Alfred Anderson (c. January 1848 – 22 March 1876) was an Australian pianist of Jewish extraction who had a promising career but died young. He married the soprano Ilma de Murska shortly before his death.

==History==
Anderson was the son of James Henri Anderson (1823 – 1 May 1879), an accomplished musician who styled himself "professor of music", and his wife Rachael Anderson (c. 1831 – 22 December 1877). J. H. Anderson had arrived in Launceston in 1842 and around 1846 moved to Hobart, where Alfred was born. The lad early showed promise of musical excellence: at age 5½ Tasmanian newspapers were hailing him as a "musical wonder", and such illustrious men as Sir William Denison and Colonel Butterworth as well as actual musical authorities, were extolling his virtues.
His family moved to Melbourne, then to Geelong, and George Coppin hired him for stage performances.
He continued to make progress, tutored by his father and by Charles S. Packer the Sydney conductor.
In 1857 he was admitted as a student by the Royal Academy of Music,
In 1867 his "Royal Quadrilles" were dedicated to and performed for H.R.H. the Duke of Edinburgh on the occasion of his visit to Sydney.
He studied at the Royal Academy of Music under Ernst Pauer, returning to Sydney in July 1869.

===Marriage and death===
Anderson was a member of Lyster's concert troupe to New Zealand, whose star was the "Polish Nightingale" Ilma de Murska. The two were married in Sydney on 29 December 1875. She was obliged to break her schedule a few weeks later in Melbourne, as her husband was gravely ill. As a result, her fans in that city were treated to additional performances, in Lucia di Lammermoor and La Sonnambula, alternating nights with Fannie Simonsen. Anderson, who had been suffering intermittently before the marriage, died on 22 March at his father's house, 1 Lansdowne Terrace, East Melbourne.

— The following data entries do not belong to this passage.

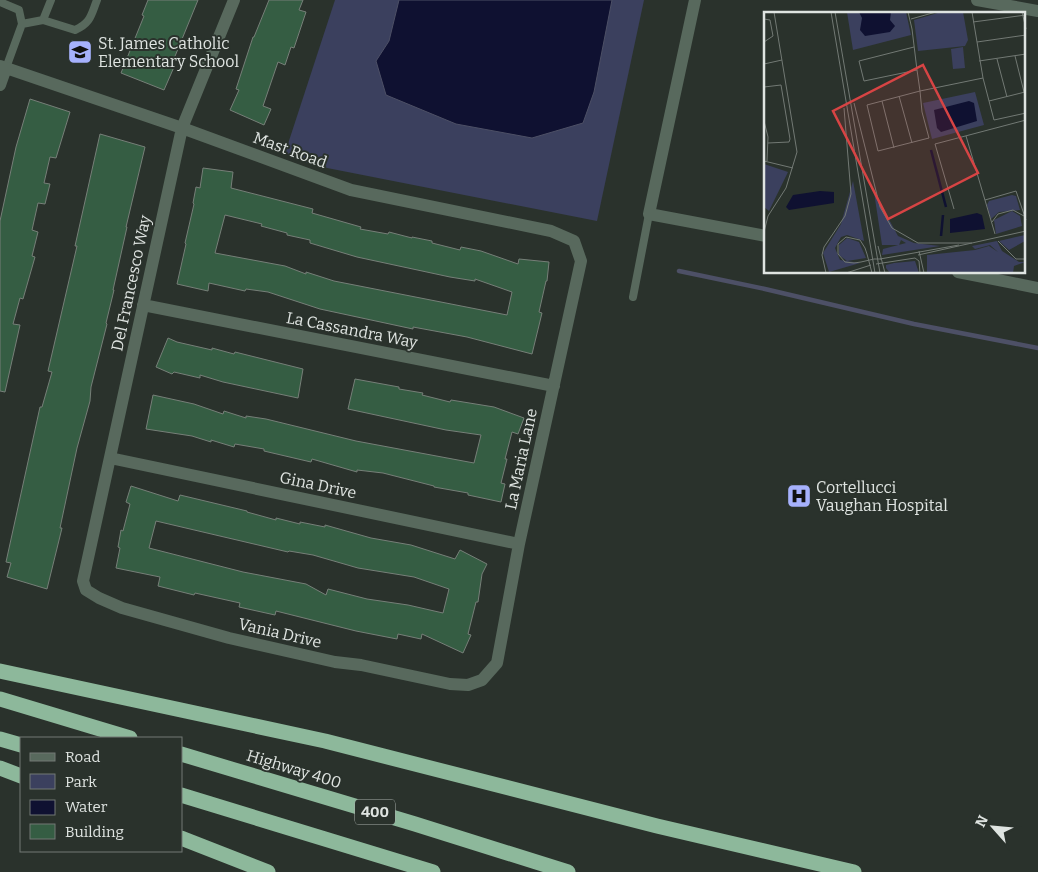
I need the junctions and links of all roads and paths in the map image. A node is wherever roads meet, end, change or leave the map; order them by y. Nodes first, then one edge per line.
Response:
1 (51, 0) edge
2 (97, 0) edge
3 (234, 0) edge
4 (696, 0) edge
5 (977, 0) edge
6 (0, 2) edge
7 (1038, 12) edge
8 (44, 20) junction
9 (22, 24) junction
10 (3, 67) edge
11 (0, 86) edge
12 (182, 128) junction
13 (649, 214) junction
14 (764, 236) edge
15 (574, 241) joint
16 (968, 274) edge
17 (1038, 288) edge
18 (633, 297) dead end
19 (143, 304) junction
20 (554, 386) junction
21 (110, 458) junction
22 (519, 544) junction
23 (83, 581) joint
24 (0, 671) edge
25 (482, 680) joint
26 (0, 699) edge
27 (127, 737) edge
28 (0, 739) edge
29 (20, 745) edge
30 (182, 754) edge
31 (0, 768) edge
32 (20, 776) edge
33 (182, 795) edge
34 (182, 838) edge
35 (268, 872) edge
36 (433, 872) edge
37 (568, 872) edge
38 (854, 872) edge

1 - 8 lane
2 - 8 lane
3 - 12 street, Del Francesco Way
4 - 13 street
5 - 7 street
6 - 9 lane
8 - 9 lane
9 - 10 lane
10 - 11 street
10 - 12 street, Mast Road
12 - 15 street, Mast Road
12 - 19 street, Del Francesco Way
13 - 14 street
13 - 18 lane
15 - 20 street, La Maria Lane
16 - 17 street
19 - 20 street, La Cassandra Way
19 - 21 street, Del Francesco Way
20 - 22 street, La Maria Lane
21 - 22 street, Gina Drive
21 - 23 street, Del Francesco Way
22 - 25 street, La Maria Lane
23 - 25 street, Vania Drive
24 - 38 highway
26 - 27 highway
28 - 29 highway
30 - 37 highway, Highway 400 / 400
31 - 32 highway
33 - 36 highway, 400
34 - 35 highway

De Murska married again, two months later, on 15 May 1876, while on tour in Dunedin, New Zealand, to John Hill, a friend and colleague of Anderson.

===Controversy===
Anderson's estate, valued at £2,300 (many millions in today's currency), was by his will dated 26 February 1876 left to his mother.
Allegations were made that much of this sum had been the property of De Murska, and became his through marriage, as the Married Woman’s
Property Act was at that time.
Anderson's father was accused by the Melbourne press of preventing De Murska from visiting her husband, strongly denied by J. H. Anderson.
Some years later, the New York Sun published (Murska's manager) De Vivo's account of "the old Jewish father" barring her way with his cane.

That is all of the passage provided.